#### [Input for this task]

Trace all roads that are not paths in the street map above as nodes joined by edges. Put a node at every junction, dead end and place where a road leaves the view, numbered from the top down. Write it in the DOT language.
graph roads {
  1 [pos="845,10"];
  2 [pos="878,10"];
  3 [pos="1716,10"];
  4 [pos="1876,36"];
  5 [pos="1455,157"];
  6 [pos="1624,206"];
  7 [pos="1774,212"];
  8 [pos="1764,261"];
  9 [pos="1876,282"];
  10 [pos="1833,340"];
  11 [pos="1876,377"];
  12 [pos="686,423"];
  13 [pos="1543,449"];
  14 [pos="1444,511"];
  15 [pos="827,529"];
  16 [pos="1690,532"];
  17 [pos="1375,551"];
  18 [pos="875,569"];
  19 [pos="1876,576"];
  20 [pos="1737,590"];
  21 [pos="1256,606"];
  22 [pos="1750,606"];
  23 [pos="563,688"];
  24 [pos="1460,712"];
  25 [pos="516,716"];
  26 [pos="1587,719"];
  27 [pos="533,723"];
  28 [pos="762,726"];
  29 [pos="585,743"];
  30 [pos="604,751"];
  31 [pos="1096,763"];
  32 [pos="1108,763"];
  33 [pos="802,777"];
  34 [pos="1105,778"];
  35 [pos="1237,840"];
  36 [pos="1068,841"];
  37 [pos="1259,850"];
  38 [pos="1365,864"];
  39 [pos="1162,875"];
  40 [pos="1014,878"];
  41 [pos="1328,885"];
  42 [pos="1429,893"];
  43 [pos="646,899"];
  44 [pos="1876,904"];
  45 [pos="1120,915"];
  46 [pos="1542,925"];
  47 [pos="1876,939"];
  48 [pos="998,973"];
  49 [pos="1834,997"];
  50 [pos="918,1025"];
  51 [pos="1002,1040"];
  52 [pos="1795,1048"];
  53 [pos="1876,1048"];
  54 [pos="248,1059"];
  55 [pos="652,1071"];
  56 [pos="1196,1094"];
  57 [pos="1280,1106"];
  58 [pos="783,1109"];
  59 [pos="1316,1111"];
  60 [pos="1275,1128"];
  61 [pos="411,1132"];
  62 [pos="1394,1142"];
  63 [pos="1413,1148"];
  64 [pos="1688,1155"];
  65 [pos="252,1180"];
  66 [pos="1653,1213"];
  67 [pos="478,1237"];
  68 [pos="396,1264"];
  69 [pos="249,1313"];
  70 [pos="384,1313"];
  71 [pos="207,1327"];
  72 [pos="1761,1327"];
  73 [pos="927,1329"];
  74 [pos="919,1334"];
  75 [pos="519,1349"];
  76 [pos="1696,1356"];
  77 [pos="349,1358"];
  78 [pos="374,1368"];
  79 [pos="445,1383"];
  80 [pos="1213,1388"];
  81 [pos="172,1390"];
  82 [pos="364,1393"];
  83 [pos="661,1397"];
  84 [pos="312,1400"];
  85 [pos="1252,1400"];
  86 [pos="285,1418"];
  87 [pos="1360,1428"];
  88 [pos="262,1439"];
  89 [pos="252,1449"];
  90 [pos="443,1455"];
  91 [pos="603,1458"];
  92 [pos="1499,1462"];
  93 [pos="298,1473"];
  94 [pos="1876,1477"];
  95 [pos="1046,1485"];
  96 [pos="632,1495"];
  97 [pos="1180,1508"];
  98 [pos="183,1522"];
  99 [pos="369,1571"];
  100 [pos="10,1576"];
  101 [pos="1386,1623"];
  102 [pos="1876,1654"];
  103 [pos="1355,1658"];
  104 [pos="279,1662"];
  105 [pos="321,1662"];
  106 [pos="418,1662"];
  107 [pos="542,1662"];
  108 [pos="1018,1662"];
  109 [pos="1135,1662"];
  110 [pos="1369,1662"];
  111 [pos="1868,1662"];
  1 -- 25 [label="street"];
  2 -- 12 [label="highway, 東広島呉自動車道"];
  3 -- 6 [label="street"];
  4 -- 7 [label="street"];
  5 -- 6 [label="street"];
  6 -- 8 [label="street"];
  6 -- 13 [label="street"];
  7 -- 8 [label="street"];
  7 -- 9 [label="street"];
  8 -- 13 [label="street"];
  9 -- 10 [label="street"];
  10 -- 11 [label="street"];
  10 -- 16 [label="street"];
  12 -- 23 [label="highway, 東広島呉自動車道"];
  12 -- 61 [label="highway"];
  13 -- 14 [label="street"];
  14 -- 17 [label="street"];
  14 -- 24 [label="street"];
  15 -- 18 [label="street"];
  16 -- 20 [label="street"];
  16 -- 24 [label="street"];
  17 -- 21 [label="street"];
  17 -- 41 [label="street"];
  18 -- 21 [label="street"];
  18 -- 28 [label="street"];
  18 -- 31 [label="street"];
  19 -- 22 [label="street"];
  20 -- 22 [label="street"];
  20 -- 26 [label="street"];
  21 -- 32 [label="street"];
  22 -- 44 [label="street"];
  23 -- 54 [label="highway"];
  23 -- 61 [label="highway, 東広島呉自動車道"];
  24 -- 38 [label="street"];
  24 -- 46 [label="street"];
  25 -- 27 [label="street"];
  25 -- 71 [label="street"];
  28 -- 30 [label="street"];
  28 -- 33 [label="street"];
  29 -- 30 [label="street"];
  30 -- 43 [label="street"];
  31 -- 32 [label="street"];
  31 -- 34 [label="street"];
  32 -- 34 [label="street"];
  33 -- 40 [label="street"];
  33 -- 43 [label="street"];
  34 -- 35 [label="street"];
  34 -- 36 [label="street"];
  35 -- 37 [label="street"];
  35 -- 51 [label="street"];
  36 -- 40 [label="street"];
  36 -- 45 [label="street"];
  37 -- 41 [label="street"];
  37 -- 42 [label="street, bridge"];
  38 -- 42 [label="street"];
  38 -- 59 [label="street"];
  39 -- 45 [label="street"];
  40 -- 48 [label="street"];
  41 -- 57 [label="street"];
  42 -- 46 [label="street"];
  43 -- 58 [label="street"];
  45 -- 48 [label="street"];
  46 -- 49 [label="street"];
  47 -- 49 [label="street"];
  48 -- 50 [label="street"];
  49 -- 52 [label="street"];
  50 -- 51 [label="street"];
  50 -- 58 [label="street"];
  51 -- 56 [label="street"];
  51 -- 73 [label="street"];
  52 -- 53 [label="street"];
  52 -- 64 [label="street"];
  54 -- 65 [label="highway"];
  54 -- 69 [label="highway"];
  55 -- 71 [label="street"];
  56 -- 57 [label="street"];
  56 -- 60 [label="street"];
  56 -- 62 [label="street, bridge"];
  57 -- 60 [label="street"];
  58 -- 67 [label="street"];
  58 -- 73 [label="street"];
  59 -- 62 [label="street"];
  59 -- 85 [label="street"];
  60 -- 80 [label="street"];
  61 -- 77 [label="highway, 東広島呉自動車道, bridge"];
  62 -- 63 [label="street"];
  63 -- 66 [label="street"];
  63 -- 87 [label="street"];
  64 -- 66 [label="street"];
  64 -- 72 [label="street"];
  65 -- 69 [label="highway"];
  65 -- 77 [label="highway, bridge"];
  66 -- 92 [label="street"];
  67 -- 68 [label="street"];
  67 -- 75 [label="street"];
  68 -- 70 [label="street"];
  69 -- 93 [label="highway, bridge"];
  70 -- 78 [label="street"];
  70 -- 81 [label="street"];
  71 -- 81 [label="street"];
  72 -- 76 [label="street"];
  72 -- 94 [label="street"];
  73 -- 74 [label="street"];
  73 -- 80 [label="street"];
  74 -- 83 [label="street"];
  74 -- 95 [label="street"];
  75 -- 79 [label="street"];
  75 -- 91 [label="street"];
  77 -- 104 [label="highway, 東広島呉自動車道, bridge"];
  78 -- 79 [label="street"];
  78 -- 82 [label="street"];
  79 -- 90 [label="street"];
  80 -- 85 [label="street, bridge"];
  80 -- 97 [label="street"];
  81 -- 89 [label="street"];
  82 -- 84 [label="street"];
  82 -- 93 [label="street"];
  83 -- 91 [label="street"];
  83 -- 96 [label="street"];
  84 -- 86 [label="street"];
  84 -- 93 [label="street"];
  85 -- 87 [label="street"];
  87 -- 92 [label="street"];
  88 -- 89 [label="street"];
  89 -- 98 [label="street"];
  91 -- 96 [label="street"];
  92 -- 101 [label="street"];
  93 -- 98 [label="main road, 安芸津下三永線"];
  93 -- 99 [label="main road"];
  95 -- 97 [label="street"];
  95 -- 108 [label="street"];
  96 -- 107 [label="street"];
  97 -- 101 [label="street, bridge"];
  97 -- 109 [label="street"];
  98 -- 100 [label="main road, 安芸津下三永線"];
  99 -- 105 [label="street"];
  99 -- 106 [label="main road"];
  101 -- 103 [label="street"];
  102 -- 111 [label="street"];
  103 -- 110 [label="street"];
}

#### [Task item]
Report the number of lines of the listing above that hold the string "bridge", with no other text.

#### [Answer section]
8